In John 20, and we are coming to the end of the story. In John 20, it says, Peter therefore went forth and the other disciple, meaning John, and came to the sepulcher. So they ran both together and the other disciple did outrun Peter and came first to the sepulcher.
You’ve got to love John’s humility here. And by the way, I beat Peter there. Of course, John was probably a much younger man.
And he, stooping down and looking in, saw the linen clothes lying, yet went he not in. Then come and Simon Peter, following him, always the rash one, following him, went into the sepulcher, where John stood there and looked. Peter went right in, and seeth the linen clothes lie, and the napkin that was about his head not lying with the linen clothes, but wrapped together in place by itself.
Then went in also that other disciple which came first to the sepulcher, and he saw and believed. John believed. He’s risen.
For as yet they knew not the scripture that he must rise again from the dead. Then the disciples went away again unto their own home. I bet they ran.
Still in John 20. But Mary stood without at the sepulcher weeping. And as she wept, she stooped down and looked into the sepulcher.

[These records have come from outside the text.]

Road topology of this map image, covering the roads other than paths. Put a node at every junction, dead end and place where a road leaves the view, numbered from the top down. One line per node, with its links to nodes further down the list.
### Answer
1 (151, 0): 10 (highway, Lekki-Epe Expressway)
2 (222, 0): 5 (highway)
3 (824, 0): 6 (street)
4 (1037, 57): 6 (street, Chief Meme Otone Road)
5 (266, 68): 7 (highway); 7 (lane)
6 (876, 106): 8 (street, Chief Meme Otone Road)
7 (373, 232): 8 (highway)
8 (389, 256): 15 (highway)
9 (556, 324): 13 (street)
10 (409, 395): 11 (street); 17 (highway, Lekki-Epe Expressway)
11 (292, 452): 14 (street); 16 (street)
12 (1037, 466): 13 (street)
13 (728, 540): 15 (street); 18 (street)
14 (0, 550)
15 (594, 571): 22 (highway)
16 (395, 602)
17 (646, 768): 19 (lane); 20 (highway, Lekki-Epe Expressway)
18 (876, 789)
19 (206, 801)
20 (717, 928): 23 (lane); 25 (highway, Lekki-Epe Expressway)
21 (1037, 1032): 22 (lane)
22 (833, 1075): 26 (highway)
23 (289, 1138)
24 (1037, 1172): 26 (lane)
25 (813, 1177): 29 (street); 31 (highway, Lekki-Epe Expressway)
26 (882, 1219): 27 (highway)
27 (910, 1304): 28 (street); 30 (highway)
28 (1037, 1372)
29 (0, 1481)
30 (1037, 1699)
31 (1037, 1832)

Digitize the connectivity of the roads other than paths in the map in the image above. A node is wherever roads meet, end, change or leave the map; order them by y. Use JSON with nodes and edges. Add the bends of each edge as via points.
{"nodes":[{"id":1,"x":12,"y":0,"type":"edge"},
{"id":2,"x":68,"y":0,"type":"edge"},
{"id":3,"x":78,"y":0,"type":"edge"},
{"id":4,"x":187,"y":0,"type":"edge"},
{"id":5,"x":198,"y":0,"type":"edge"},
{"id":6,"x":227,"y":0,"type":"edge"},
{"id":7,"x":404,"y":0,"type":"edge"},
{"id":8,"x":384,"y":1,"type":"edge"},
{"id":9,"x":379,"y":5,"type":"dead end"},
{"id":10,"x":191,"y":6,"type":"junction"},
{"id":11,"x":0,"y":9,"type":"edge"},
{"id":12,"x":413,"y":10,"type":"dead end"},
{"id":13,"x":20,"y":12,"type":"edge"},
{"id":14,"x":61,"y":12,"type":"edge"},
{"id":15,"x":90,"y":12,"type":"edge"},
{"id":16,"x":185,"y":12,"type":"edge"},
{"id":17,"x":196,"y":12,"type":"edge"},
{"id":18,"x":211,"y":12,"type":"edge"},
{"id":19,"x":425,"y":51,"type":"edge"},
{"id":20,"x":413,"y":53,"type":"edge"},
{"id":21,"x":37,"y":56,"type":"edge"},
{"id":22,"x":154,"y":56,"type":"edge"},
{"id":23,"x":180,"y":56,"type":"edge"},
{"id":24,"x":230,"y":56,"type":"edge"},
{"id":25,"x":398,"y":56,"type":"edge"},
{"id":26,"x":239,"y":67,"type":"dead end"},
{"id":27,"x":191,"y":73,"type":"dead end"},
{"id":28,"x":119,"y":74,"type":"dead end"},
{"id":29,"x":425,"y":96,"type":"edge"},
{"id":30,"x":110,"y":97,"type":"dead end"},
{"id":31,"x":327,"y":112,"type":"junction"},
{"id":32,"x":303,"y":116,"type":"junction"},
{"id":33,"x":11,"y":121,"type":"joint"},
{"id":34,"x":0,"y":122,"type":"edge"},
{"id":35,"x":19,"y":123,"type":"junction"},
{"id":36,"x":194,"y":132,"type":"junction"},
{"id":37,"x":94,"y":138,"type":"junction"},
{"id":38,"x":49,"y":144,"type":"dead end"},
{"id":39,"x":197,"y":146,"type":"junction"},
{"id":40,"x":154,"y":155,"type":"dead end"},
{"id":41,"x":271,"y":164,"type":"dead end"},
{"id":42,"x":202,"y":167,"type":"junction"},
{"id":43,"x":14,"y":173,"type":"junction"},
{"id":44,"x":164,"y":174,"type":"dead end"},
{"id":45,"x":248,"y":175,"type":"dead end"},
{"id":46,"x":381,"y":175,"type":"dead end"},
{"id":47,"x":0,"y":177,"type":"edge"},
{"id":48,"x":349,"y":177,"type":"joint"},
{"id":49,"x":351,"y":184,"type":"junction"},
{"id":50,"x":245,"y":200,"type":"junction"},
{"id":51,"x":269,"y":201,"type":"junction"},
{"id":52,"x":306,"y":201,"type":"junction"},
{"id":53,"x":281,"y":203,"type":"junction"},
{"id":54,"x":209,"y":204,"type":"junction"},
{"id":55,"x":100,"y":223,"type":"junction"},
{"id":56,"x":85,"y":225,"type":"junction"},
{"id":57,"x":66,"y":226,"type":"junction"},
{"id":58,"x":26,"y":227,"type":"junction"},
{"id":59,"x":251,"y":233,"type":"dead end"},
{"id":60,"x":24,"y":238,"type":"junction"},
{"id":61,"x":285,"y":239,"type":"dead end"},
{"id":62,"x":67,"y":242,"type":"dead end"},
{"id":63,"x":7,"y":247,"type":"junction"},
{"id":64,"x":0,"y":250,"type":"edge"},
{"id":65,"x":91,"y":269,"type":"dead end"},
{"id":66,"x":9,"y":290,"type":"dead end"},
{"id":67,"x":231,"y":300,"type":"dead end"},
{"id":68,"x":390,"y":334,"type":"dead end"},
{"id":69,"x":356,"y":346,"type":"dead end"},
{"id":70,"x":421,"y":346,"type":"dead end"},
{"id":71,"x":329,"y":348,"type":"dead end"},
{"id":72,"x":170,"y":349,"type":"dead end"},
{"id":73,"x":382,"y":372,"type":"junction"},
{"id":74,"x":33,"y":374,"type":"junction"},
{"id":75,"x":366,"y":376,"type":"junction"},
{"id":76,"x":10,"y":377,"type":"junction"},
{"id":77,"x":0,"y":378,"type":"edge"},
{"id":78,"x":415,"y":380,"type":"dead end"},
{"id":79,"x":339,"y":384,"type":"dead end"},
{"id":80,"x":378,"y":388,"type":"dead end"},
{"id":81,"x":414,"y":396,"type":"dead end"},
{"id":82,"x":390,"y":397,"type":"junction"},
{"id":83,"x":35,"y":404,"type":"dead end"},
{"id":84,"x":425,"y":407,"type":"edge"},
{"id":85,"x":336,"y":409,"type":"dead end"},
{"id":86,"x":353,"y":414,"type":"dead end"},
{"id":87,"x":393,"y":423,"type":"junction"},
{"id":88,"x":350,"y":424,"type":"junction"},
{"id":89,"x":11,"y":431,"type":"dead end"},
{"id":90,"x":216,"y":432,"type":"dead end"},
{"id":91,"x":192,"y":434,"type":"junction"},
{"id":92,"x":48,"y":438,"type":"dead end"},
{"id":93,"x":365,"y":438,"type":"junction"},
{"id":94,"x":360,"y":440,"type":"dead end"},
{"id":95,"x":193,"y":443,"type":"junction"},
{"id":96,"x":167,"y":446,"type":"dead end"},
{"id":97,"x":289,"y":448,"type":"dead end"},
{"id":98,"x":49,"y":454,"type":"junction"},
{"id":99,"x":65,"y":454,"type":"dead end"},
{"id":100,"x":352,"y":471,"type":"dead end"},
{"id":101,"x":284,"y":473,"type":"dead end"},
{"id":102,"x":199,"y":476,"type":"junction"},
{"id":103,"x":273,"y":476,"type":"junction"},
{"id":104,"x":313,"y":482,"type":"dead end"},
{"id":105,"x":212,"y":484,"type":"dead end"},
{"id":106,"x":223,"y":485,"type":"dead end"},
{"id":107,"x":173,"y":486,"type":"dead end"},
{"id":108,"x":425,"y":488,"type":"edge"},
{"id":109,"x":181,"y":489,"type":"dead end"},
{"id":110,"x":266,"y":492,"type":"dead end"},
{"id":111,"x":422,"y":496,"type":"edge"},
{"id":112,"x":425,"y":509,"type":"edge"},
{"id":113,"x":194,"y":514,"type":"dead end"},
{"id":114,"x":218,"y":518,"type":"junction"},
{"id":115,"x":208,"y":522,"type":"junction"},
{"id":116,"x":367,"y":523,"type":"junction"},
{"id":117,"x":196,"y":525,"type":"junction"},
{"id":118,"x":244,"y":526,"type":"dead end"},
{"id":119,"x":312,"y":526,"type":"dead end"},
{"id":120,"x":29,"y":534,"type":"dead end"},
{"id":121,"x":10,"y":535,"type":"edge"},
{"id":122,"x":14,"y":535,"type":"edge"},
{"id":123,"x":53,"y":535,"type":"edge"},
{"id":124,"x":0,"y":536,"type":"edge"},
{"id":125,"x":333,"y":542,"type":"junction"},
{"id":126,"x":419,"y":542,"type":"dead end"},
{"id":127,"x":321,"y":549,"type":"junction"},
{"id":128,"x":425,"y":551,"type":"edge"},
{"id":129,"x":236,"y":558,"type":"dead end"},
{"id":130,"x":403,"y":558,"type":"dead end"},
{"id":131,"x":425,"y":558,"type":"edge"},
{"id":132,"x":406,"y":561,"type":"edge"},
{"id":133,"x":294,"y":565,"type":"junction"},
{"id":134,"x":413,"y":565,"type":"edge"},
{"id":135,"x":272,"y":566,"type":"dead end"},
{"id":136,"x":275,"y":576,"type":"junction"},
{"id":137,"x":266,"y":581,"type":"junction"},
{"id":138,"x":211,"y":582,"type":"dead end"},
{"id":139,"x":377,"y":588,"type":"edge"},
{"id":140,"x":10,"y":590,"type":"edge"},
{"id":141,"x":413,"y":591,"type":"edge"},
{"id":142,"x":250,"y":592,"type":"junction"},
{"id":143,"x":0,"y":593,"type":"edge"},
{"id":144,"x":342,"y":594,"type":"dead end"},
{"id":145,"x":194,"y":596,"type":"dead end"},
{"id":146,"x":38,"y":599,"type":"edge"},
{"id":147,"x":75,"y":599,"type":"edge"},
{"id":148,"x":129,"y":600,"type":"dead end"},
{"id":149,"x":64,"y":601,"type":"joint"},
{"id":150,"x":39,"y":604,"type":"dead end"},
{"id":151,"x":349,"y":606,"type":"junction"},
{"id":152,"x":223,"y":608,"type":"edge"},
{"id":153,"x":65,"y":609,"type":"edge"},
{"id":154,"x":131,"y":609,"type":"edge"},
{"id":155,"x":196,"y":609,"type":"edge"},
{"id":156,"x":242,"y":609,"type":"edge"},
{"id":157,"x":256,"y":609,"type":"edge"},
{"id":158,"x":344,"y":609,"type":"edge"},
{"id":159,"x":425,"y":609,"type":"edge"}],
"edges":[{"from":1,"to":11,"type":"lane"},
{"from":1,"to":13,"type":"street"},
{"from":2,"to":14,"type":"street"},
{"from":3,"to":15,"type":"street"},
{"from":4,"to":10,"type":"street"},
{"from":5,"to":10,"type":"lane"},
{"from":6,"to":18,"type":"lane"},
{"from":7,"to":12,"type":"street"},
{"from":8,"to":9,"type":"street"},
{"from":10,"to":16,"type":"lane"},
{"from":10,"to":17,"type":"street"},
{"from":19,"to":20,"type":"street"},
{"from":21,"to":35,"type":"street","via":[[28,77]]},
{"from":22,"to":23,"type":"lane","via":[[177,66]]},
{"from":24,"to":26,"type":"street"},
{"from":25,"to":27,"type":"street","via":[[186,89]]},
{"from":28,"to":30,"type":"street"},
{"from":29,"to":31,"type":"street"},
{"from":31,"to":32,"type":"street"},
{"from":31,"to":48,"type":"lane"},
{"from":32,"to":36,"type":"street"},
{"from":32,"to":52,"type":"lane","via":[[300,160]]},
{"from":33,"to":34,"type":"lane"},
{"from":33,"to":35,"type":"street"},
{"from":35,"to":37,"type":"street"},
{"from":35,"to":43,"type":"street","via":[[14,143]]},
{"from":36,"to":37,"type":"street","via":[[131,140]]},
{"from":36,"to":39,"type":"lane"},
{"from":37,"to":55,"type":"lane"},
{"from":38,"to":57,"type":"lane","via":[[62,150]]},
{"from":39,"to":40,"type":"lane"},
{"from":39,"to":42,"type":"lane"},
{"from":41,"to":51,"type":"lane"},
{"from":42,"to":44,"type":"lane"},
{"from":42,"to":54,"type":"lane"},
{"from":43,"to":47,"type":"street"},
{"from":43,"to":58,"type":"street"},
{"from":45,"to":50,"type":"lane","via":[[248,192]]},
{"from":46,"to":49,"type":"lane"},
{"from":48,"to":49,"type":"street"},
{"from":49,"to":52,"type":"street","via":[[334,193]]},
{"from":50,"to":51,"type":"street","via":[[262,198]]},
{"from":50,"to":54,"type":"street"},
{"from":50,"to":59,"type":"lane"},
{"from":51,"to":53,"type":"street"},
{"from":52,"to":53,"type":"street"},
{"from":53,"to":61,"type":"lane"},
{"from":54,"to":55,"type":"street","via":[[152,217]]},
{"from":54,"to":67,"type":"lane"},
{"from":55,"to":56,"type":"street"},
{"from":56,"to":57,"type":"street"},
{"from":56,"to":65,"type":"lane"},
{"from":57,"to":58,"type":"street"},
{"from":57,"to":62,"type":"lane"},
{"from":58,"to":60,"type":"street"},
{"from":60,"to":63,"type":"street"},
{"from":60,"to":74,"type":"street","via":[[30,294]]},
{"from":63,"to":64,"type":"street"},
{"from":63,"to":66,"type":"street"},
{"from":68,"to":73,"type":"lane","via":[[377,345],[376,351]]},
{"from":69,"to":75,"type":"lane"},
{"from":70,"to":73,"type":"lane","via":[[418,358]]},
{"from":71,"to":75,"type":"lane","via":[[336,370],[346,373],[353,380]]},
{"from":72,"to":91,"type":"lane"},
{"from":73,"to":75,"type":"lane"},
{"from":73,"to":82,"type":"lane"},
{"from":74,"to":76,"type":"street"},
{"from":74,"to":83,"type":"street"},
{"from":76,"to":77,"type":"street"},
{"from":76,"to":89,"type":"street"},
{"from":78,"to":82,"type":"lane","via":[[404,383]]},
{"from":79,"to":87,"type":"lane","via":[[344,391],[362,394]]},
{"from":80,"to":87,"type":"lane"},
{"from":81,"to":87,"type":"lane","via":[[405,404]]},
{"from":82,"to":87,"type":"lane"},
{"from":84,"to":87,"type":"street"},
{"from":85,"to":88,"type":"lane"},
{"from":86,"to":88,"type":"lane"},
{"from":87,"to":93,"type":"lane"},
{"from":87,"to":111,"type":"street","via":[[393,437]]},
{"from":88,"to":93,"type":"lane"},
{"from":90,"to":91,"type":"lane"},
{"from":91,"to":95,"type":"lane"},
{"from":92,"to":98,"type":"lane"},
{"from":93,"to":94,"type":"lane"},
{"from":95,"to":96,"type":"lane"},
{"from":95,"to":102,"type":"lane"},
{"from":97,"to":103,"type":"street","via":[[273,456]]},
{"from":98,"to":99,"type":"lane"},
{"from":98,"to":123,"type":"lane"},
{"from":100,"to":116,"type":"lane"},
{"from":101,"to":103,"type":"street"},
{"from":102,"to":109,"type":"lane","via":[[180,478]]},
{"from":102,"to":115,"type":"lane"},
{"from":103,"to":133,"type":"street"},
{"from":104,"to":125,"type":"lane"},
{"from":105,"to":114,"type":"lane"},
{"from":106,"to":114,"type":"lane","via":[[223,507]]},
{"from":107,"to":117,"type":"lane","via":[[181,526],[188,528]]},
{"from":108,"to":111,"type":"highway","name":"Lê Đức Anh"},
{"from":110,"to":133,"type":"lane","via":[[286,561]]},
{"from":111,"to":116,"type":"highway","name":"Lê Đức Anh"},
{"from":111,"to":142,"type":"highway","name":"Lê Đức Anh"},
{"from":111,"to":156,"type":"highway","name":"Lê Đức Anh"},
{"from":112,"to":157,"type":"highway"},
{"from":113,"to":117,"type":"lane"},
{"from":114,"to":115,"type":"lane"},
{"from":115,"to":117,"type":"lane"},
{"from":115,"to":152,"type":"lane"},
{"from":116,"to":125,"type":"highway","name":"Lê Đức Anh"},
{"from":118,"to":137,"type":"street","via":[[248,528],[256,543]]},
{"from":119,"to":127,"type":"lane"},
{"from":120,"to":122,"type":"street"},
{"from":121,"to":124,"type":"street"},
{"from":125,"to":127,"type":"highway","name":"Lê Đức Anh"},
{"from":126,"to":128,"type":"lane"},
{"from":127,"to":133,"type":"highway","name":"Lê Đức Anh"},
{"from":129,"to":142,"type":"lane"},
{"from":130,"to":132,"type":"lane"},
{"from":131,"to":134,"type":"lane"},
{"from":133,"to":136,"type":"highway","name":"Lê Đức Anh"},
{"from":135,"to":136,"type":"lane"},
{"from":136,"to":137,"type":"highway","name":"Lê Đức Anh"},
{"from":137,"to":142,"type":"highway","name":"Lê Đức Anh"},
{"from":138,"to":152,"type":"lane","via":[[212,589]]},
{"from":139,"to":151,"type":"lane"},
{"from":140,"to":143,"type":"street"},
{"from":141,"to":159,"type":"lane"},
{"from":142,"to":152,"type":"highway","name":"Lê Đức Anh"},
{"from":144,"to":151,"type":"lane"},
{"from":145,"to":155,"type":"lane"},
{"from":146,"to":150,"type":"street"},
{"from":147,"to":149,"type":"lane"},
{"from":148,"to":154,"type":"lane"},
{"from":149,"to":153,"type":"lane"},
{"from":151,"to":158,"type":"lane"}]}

And seeth two angels in white sitting, the one at the head and the other at the feet, where the body of Jesus had laid. And they say unto her, Woman, why weepest thou? She saith unto them, because they have taken away my Lord, and I know not where they have laid him.
She loved her master so much, she couldn’t even bear the thought of his body just having been discarded. And when she had thus said, she turned her back and saw Jesus standing, and knew not that it was Jesus. And Jesus saith unto her, Woman, why weepest thou?
Whom seekest thou? She supposing him to be the gardener, saith unto him, Sir, if thou have borne him hence, If you’ve taken him away, tell me where thou slayed him, and I will take him away. And Jesus said unto her, Mary.
And she turned herself and saith unto him, Rabbani, which is to say, Master. All he said was her name, and she recognized his voice. Jesus saith unto her, Touch me not, for I am not yet ascended to my Father.
But go to my brethren and say unto them, As I ascend unto my Father, I ascend unto my Father and your Father, and to my God and to your God. And Mary Magdalene came and told the disciples that she had seen the Lord, and that he had spoken these things unto her. And I always wondered, why couldn’t she touch him?
Did it mean he couldn’t ascend when I was a little kid? Thought, could he not ascend into heaven? But what it means is I haven’t ascended to the Father yet.
There’s still plenty of time. Don’t stand here and just hold me. Go and tell what you’ve seen.
And that’s what she did. Folks, the authorities tried to cover up the story. We’re running short of time.
I hope that you’ll go and read the rest of these scriptures for yourself. But the authorities tried to cover up the story when they heard the news. Folks, you know how fast news and gossip spread now.
Something like this that had never been heard before spread like wildfire. And when the authorities found out that the tomb was empty, they said, we’ve got to come up with a cover story. They said, we’ll tell the people that the disciples stole the body.
And folks, that’s where that lie began and is perpetrated even to this day. But folks, if the disciples had stolen the body and claimed for all those years afterwards that he’d risen from the dead, certainly one of them, Ten of the eleven remaining disciples died martyrs’ deaths, and John certainly was persecuted heavily. Certainly one of them would have broken the conspiracy and said, wait, don’t kill me, we lied, we made it up.
But they all went to their martyrdom, professing what they’d seen and heard. Folks, people don’t die for what they know to be a lie. And when he appeared finally to the disciples, he appeared to them, he appeared to two of them together as they walked.